Locate each line below that includes "joint" and reproduce it.

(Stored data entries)

#####

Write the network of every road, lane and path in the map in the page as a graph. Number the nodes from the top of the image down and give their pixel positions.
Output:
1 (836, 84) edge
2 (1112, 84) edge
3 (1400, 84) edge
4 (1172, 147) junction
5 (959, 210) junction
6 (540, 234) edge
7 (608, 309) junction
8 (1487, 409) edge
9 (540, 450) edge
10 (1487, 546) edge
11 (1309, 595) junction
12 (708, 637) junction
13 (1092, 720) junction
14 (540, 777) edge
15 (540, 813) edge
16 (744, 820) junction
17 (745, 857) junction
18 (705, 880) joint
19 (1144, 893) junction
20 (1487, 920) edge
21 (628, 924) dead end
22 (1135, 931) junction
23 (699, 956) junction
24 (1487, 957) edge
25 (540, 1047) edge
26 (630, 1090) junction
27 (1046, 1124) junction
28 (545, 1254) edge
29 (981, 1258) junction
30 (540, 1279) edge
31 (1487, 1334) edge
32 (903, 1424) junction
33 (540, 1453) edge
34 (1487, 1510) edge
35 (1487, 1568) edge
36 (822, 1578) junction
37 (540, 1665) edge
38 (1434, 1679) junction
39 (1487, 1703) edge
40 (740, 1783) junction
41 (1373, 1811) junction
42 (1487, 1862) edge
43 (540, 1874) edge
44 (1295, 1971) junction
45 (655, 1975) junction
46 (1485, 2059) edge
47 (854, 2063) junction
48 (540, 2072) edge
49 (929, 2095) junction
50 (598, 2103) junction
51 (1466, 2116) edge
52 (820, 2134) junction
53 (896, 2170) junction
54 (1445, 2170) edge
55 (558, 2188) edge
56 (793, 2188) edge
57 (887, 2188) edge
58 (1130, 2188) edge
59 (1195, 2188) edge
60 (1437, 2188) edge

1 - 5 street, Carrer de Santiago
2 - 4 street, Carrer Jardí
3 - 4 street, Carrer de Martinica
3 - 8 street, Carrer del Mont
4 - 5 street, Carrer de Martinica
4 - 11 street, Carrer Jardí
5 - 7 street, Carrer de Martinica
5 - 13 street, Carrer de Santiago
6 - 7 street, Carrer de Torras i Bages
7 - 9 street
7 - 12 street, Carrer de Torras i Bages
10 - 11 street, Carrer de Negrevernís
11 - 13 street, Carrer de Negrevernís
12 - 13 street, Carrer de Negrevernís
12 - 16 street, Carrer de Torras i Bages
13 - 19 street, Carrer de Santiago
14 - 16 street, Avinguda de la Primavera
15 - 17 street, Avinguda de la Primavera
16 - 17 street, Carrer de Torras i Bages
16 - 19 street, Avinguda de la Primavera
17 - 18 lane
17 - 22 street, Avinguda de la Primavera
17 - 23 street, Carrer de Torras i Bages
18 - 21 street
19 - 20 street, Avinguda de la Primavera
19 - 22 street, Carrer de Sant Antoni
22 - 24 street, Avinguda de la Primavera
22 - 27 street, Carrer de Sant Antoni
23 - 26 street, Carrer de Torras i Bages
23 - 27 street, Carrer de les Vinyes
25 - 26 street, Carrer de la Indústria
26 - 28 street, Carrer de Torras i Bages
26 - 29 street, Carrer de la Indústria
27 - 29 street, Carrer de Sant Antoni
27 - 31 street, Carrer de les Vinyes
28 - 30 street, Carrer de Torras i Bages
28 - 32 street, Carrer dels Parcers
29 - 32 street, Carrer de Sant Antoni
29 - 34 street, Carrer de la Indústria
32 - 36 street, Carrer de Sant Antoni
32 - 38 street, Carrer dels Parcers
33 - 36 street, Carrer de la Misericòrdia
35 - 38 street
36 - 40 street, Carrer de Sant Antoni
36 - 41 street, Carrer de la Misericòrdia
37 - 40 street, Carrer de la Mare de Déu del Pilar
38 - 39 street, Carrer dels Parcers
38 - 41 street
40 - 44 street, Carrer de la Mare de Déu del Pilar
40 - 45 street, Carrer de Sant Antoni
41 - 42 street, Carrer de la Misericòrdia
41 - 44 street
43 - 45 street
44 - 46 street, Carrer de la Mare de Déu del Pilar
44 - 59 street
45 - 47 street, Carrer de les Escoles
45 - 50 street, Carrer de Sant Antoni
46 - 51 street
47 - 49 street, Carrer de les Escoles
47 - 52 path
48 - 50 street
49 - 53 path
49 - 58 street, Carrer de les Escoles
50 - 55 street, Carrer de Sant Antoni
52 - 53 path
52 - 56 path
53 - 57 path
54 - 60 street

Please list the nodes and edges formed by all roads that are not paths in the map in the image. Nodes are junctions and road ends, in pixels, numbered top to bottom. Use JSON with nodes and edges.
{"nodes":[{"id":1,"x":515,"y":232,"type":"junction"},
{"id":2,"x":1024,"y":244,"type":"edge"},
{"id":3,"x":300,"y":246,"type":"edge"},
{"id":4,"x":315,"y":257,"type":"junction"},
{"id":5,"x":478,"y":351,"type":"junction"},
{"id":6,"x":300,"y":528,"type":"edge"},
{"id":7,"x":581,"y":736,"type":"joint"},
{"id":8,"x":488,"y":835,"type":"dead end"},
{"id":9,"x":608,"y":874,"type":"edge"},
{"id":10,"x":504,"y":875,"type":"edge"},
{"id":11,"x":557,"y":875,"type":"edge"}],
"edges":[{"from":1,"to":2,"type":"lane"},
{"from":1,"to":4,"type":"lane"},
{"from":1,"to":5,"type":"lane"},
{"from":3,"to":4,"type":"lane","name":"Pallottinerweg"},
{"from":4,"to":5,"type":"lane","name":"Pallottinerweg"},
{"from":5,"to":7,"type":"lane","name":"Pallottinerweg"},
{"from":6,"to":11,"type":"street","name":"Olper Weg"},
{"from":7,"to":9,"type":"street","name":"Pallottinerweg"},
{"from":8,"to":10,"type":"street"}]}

#####

Solution to this problem:
18 (705, 880) joint
{"id":7,"x":581,"y":736,"type":"joint"},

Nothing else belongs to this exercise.